TASK = List every line below containing "Тертия".

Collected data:
<<<<

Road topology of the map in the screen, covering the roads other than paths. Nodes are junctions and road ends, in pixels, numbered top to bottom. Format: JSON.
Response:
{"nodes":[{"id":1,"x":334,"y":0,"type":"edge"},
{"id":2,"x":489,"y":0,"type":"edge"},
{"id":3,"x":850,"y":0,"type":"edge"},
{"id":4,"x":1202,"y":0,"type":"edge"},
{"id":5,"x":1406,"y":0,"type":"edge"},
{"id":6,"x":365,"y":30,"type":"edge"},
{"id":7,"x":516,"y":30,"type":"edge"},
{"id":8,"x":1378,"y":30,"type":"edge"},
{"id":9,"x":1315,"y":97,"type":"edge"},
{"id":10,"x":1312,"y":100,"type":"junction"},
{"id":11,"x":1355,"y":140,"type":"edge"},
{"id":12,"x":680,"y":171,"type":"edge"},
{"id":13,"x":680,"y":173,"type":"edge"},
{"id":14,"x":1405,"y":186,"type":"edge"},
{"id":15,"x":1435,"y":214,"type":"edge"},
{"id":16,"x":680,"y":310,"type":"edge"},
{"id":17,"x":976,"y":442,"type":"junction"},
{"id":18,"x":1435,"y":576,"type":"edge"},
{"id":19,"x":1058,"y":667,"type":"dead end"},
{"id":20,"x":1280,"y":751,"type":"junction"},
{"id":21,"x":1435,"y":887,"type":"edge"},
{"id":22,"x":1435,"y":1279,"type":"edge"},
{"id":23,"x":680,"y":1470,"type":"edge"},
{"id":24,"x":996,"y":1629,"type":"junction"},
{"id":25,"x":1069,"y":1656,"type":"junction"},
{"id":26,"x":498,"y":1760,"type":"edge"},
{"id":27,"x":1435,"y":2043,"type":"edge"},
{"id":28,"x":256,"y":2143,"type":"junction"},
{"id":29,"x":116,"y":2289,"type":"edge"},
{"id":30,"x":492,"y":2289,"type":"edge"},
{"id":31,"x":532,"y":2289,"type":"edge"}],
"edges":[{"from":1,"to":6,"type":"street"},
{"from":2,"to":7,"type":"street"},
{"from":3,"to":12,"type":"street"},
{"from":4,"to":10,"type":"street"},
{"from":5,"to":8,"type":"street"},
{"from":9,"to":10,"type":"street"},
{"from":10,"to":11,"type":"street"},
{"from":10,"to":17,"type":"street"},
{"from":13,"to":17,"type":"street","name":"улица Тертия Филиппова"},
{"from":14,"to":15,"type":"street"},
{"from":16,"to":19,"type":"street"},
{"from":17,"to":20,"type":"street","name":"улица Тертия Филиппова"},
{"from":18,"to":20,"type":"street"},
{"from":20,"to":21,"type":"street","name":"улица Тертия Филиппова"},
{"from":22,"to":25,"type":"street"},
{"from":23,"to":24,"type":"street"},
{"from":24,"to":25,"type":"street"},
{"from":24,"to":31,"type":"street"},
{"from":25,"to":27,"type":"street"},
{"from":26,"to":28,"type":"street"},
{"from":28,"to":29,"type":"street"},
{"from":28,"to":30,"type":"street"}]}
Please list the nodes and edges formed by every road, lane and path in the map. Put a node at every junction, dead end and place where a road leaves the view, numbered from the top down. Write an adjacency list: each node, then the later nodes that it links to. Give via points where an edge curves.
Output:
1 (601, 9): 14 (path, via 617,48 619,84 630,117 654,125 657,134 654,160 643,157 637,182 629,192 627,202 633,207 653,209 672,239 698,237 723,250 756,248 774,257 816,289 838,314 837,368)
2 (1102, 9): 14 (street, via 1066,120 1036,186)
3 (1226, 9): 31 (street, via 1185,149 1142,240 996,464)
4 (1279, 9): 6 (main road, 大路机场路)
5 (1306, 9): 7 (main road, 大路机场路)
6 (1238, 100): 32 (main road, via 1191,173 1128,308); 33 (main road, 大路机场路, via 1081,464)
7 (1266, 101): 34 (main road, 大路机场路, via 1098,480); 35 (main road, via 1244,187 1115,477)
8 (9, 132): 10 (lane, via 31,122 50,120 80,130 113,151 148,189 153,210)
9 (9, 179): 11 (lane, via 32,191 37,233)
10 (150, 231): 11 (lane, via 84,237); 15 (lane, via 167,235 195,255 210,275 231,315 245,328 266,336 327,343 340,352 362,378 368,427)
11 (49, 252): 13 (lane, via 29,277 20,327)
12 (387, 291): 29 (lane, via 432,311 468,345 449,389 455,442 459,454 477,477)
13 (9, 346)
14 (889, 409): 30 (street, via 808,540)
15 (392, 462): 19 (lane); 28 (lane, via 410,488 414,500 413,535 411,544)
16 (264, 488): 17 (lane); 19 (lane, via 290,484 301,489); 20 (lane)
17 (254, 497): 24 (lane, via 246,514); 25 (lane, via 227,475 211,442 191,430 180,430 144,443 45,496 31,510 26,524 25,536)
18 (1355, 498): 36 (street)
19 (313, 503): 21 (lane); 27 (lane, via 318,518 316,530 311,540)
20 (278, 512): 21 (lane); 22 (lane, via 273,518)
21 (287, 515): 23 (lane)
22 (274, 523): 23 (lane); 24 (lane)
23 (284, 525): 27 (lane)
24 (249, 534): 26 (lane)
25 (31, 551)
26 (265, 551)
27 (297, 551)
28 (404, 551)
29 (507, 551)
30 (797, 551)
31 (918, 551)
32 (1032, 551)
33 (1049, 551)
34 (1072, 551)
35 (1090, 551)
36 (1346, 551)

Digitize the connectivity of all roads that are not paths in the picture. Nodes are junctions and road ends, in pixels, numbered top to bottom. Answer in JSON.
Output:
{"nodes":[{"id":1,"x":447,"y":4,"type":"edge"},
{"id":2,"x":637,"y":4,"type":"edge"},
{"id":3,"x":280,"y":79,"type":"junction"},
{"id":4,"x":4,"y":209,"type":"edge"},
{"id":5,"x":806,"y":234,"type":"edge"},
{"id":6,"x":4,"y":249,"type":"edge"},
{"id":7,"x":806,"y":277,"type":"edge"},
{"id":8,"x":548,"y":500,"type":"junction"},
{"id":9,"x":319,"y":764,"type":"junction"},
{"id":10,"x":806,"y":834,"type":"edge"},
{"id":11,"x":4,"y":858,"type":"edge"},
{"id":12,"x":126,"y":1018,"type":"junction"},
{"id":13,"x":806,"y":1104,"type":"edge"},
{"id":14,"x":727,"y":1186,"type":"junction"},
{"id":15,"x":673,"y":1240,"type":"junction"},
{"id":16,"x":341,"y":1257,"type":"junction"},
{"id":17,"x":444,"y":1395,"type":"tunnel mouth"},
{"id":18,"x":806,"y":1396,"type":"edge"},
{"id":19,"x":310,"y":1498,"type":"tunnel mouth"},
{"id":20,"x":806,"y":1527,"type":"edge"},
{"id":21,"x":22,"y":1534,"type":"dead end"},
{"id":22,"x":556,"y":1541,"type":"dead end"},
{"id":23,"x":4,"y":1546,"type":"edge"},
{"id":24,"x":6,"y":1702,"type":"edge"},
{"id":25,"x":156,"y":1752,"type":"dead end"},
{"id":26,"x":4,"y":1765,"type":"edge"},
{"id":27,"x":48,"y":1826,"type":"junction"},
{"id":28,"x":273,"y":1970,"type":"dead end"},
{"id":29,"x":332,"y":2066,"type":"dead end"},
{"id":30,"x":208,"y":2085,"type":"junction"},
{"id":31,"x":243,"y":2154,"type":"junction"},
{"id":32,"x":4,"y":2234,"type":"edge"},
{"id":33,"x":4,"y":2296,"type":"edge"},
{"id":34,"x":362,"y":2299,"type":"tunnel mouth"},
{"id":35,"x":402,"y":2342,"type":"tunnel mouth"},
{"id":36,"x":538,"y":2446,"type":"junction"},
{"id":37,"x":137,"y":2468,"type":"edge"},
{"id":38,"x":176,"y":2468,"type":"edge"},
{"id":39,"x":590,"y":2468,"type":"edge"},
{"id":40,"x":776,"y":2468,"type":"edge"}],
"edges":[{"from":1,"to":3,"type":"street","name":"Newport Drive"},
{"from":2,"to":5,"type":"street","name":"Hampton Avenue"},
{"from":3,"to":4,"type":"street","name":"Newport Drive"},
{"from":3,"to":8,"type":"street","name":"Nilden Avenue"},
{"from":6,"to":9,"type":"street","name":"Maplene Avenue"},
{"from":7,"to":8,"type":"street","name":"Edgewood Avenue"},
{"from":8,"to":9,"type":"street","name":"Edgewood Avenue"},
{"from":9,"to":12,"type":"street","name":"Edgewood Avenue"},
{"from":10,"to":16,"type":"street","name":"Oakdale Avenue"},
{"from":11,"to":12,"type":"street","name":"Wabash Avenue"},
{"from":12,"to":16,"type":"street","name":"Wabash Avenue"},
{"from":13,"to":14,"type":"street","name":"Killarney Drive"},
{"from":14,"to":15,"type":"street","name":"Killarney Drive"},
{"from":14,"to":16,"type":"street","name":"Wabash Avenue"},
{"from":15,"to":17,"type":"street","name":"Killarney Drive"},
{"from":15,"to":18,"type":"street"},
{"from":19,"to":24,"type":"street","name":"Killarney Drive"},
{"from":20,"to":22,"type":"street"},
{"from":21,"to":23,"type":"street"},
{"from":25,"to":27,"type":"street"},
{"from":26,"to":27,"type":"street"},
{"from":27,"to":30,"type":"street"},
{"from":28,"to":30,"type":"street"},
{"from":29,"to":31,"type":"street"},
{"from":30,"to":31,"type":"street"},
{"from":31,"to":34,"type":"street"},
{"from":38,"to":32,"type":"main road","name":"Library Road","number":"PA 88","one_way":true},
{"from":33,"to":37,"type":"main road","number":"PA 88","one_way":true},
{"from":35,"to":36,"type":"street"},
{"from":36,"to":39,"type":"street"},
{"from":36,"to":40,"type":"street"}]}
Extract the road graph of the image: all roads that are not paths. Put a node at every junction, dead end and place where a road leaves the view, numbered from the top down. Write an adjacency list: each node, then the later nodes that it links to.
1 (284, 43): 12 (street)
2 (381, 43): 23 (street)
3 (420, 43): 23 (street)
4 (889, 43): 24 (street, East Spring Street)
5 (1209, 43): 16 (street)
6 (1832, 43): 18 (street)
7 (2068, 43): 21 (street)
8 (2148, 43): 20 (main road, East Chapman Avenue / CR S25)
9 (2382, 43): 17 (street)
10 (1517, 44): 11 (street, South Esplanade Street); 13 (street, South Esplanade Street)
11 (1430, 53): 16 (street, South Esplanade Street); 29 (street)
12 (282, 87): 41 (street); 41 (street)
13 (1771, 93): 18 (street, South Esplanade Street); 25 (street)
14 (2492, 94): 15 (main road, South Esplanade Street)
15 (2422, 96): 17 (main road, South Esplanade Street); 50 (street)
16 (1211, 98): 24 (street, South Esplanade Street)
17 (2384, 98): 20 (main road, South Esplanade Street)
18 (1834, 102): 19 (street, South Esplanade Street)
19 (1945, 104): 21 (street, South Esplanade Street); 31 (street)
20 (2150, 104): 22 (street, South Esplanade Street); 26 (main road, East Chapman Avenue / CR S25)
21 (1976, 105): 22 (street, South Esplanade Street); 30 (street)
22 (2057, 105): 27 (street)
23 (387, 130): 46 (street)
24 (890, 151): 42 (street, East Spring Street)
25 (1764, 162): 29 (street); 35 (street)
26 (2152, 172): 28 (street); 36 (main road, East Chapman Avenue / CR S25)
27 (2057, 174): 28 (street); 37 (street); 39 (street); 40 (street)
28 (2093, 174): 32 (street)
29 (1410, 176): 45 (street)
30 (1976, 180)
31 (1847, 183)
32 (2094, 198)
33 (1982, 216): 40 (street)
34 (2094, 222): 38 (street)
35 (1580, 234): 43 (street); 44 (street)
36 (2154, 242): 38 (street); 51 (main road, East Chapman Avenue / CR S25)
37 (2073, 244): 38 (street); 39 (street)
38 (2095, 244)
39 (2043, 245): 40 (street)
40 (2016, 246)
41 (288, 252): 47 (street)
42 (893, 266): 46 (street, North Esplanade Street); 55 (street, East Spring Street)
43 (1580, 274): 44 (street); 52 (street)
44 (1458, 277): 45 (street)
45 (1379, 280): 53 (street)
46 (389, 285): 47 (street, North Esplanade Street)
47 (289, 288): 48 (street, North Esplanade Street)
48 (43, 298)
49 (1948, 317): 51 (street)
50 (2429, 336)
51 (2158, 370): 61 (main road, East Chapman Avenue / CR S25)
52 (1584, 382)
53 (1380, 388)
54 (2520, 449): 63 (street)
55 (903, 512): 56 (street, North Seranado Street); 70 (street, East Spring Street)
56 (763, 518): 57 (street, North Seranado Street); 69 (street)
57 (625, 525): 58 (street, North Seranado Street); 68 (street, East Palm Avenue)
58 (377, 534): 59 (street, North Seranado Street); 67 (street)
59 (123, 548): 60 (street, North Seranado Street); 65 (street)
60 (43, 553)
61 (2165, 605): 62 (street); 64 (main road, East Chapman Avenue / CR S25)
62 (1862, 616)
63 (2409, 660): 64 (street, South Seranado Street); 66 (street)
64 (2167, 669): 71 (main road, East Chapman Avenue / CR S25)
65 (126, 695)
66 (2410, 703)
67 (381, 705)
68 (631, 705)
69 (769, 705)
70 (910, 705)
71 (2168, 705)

>>>>

ANSWER AREA =
{"from":13,"to":17,"type":"street","name":"улица Тертия Филиппова"},
{"from":17,"to":20,"type":"street","name":"улица Тертия Филиппова"},
{"from":20,"to":21,"type":"street","name":"улица Тертия Филиппова"},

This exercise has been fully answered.